The four-grenade count as a difficulty signal across a whole playthrough
Because grenade pickups are placed by the level designers rather than dropped randomly, the count of grenades available at any given point in a stage is itself a form of communication, whether or not the original design team thought of it that way. A stretch of level with no grenade pickup for a long distance is implicitly telling the player that whatever comes next needs to be solved with the rifle and terrain alone, while a pickup placed just before a corridor is a broad hint that the corridor ahead contains something that genuinely requires one.

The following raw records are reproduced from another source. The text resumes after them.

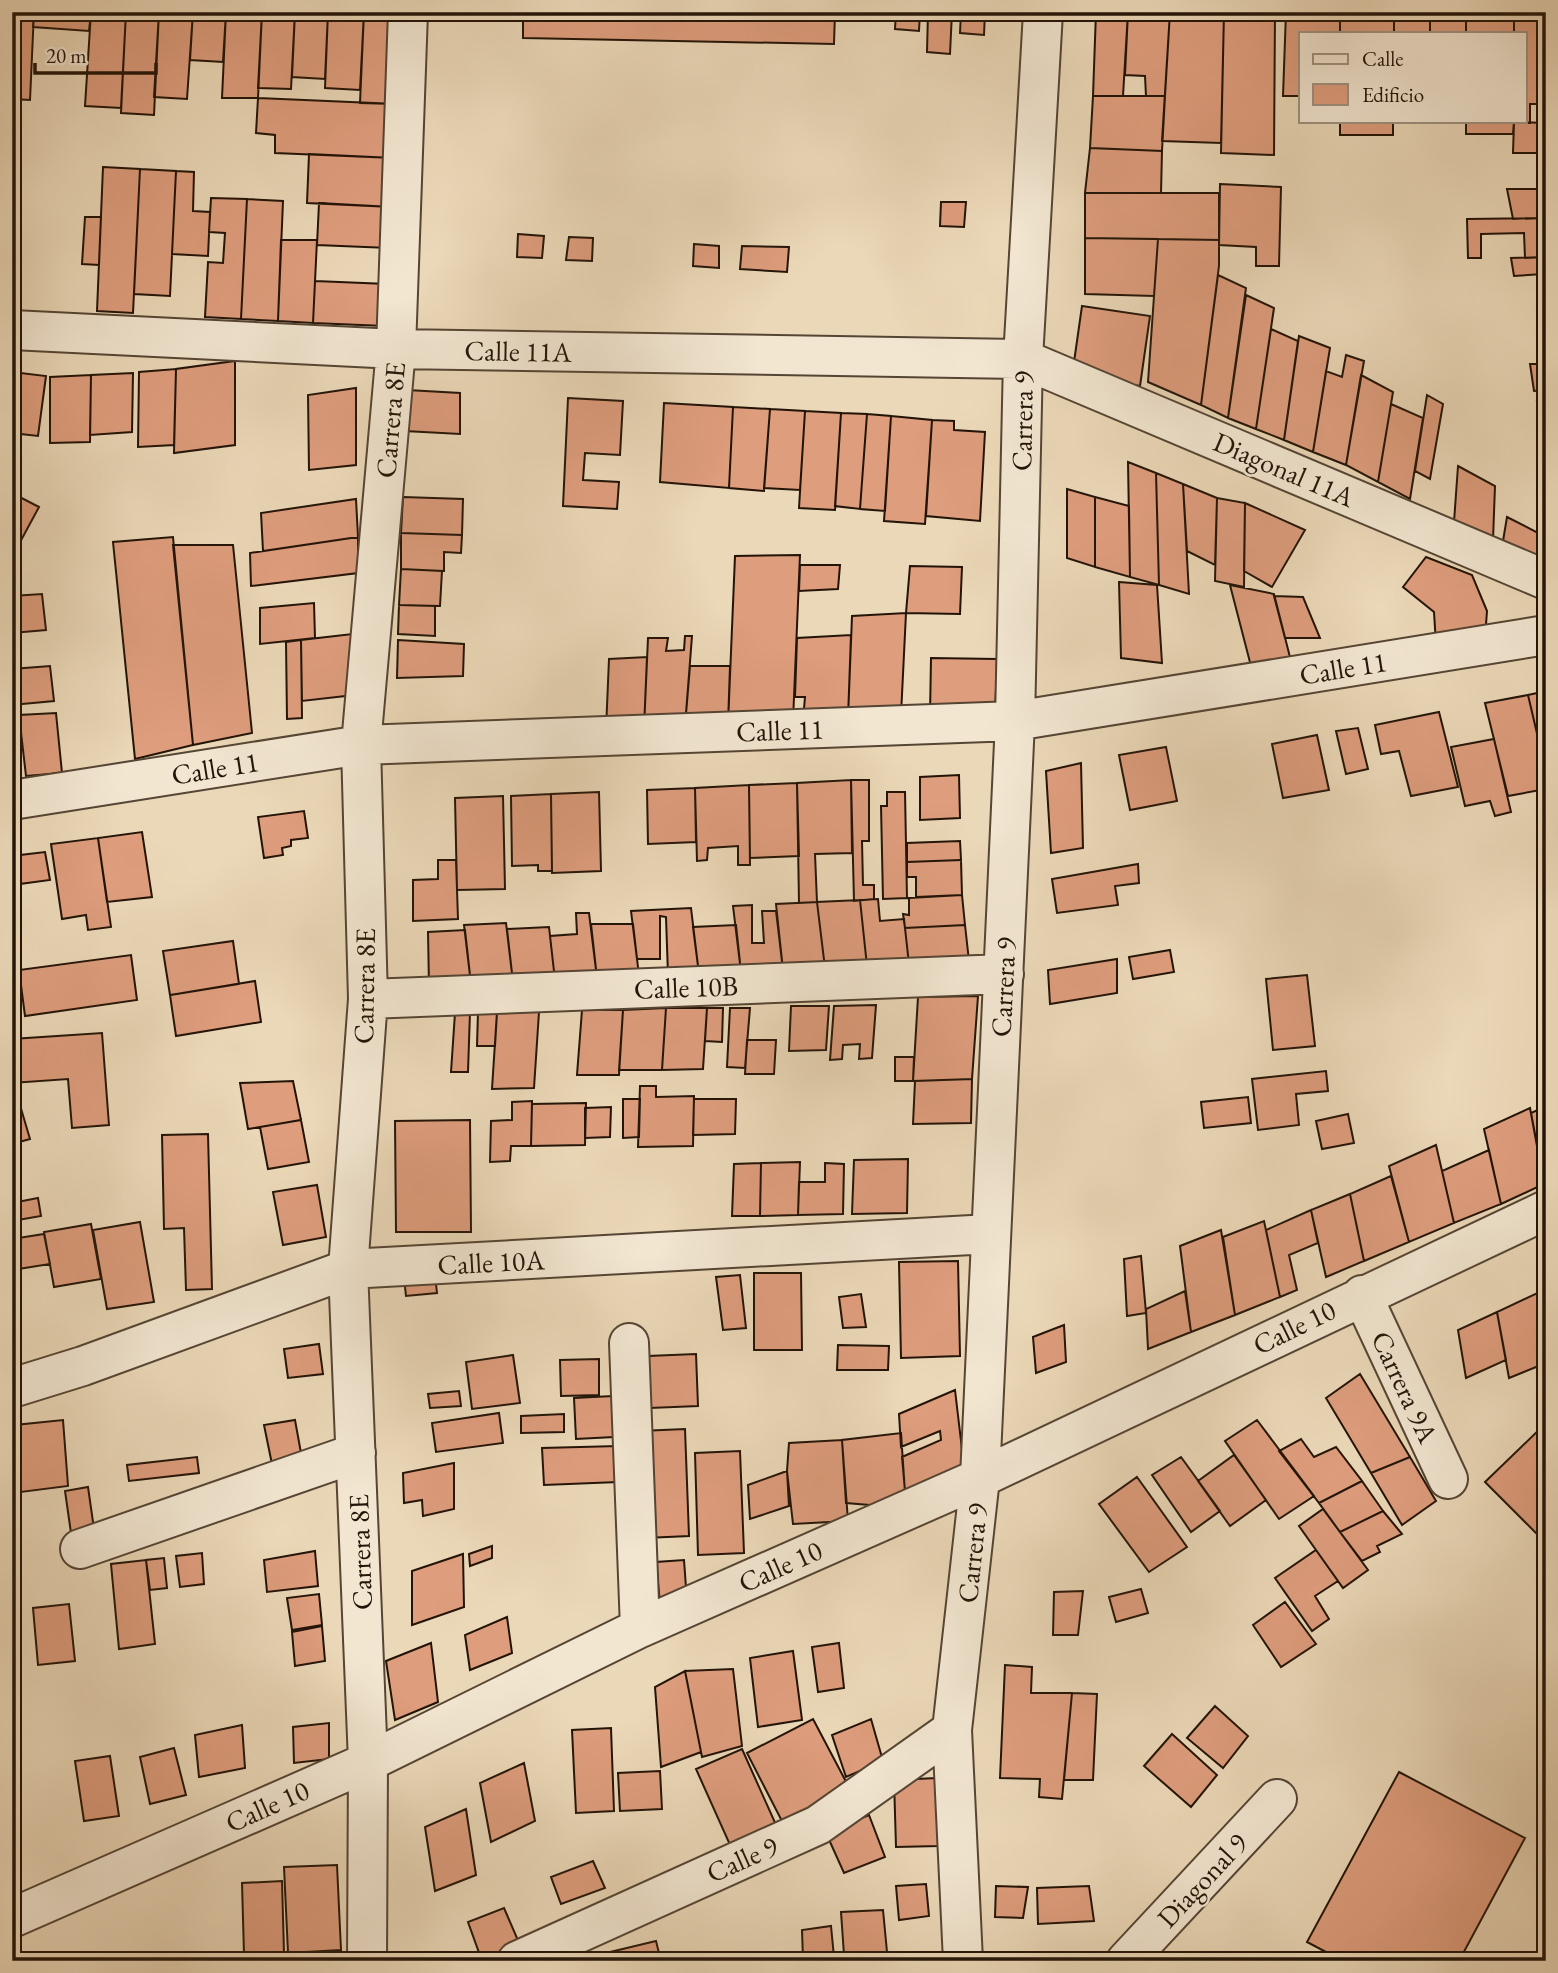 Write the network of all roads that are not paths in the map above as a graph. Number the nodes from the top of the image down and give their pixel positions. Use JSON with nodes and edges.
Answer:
{"nodes":[{"id":1,"x":408,"y":12,"type":"edge"},
{"id":2,"x":1043,"y":12,"type":"edge"},
{"id":3,"x":12,"y":330,"type":"edge"},
{"id":4,"x":396,"y":349,"type":"junction"},
{"id":5,"x":1023,"y":359,"type":"junction"},
{"id":6,"x":1546,"y":580,"type":"edge"},
{"id":7,"x":1546,"y":635,"type":"edge"},
{"id":8,"x":1015,"y":721,"type":"junction"},
{"id":9,"x":361,"y":745,"type":"junction"},
{"id":10,"x":12,"y":800,"type":"edge"},
{"id":11,"x":1004,"y":974,"type":"junction"},
{"id":12,"x":368,"y":999,"type":"junction"},
{"id":13,"x":1546,"y":1210,"type":"edge"},
{"id":14,"x":990,"y":1234,"type":"junction"},
{"id":15,"x":348,"y":1269,"type":"junction"},
{"id":16,"x":1362,"y":1295,"type":"junction"},
{"id":17,"x":629,"y":1343,"type":"dead end"},
{"id":18,"x":12,"y":1388,"type":"edge"},
{"id":19,"x":356,"y":1453,"type":"junction"},
{"id":20,"x":980,"y":1478,"type":"junction"},
{"id":21,"x":1448,"y":1479,"type":"dead end"},
{"id":22,"x":80,"y":1549,"type":"dead end"},
{"id":23,"x":640,"y":1628,"type":"junction"},
{"id":24,"x":952,"y":1730,"type":"junction"},
{"id":25,"x":368,"y":1762,"type":"junction"},
{"id":26,"x":1278,"y":1800,"type":"dead end"},
{"id":27,"x":12,"y":1918,"type":"edge"},
{"id":28,"x":367,"y":1961,"type":"edge"},
{"id":29,"x":517,"y":1961,"type":"edge"},
{"id":30,"x":963,"y":1961,"type":"edge"},
{"id":31,"x":1126,"y":1961,"type":"edge"}],
"edges":[{"from":1,"to":4,"type":"street","name":"Carrera 8E"},
{"from":2,"to":5,"type":"street","name":"Carrera 9"},
{"from":3,"to":4,"type":"street","name":"Calle 11A"},
{"from":4,"to":5,"type":"street","name":"Calle 11A"},
{"from":4,"to":9,"type":"street","name":"Carrera 8E"},
{"from":5,"to":6,"type":"street","name":"Diagonal 11A"},
{"from":5,"to":8,"type":"street","name":"Carrera 9"},
{"from":7,"to":8,"type":"street","name":"Calle 11"},
{"from":8,"to":9,"type":"street","name":"Calle 11"},
{"from":8,"to":11,"type":"street","name":"Carrera 9"},
{"from":9,"to":10,"type":"street","name":"Calle 11"},
{"from":9,"to":12,"type":"street","name":"Carrera 8E"},
{"from":11,"to":12,"type":"street","name":"Calle 10B"},
{"from":11,"to":14,"type":"street","name":"Carrera 9"},
{"from":12,"to":15,"type":"street","name":"Carrera 8E"},
{"from":13,"to":16,"type":"street","name":"Calle 10"},
{"from":14,"to":15,"type":"street","name":"Calle 10A"},
{"from":14,"to":20,"type":"street","name":"Carrera 9"},
{"from":15,"to":18,"type":"street","name":"Calle 10A"},
{"from":15,"to":19,"type":"street","name":"Carrera 8E"},
{"from":16,"to":20,"type":"street","name":"Calle 10"},
{"from":16,"to":21,"type":"street","name":"Carrera 9A"},
{"from":17,"to":23,"type":"street"},
{"from":19,"to":22,"type":"street"},
{"from":19,"to":25,"type":"street","name":"Carrera 8E"},
{"from":20,"to":23,"type":"street","name":"Calle 10"},
{"from":20,"to":24,"type":"street","name":"Carrera 9"},
{"from":23,"to":25,"type":"street","name":"Calle 10"},
{"from":24,"to":29,"type":"street","name":"Calle 9"},
{"from":24,"to":30,"type":"street","name":"Carrera 9"},
{"from":25,"to":27,"type":"street","name":"Calle 10"},
{"from":25,"to":28,"type":"street","name":"Carrera 8E"},
{"from":26,"to":31,"type":"street","name":"Diagonal 9"}]}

Played enough times, an experienced Commando player starts reading grenade placement the way a puzzle game player reads a level’s furniture, as information about what is coming rather than as a simple resource top-up. That is a subtler form of level design communication than the game gets credit for, buried under its reputation as a pure reflex test, and it rewards exactly the kind of repeated, attentive play that a chart-topping home conversion, loaded from tape and replayed dozens of times by a single household because it was one of a handful of games owned that year, was actually going to receive.
The case against it
The genre’s biggest limitation shows up quickly on a modern replay: Commando has almost no vocabulary beyond shoot, throw grenade, and move, and the entire experience rests on how well the level design varies the pacing of those three verbs. When the game is at its best, in the tightly timed corridor stretches, that thinness does not register. In the more open outdoor sections it becomes noticeable, and the difficulty there leans more on enemy density than on the sharper, funnel-based tension the game does best.
The C64 conversion’s music and sound effects, while serviceable, never approach the atmosphere that composers on other contemporary Elite and US Gold conversions were achieving on the same hardware, and a stage’s tension is carried almost entirely by visual and mechanical cues rather than by any audio escalation.
Spoilers below
The final stronghold assault strips away most of the terrain cover that earlier stages used to build corridors, replacing it with a more open compound guarded by the game’s toughest fixed gun emplacements, which cannot be destroyed with rifle fire and require the player to have husbanded grenades carefully across the preceding stages to have any left when it matters most. Reaching the stronghold’s inner base and destroying its command structure ends the game on a straightforward victory screen, with no twist or reveal beyond the mission’s stated objective, consistent with the almost wordless framing the entire game maintains from its opening screen onward.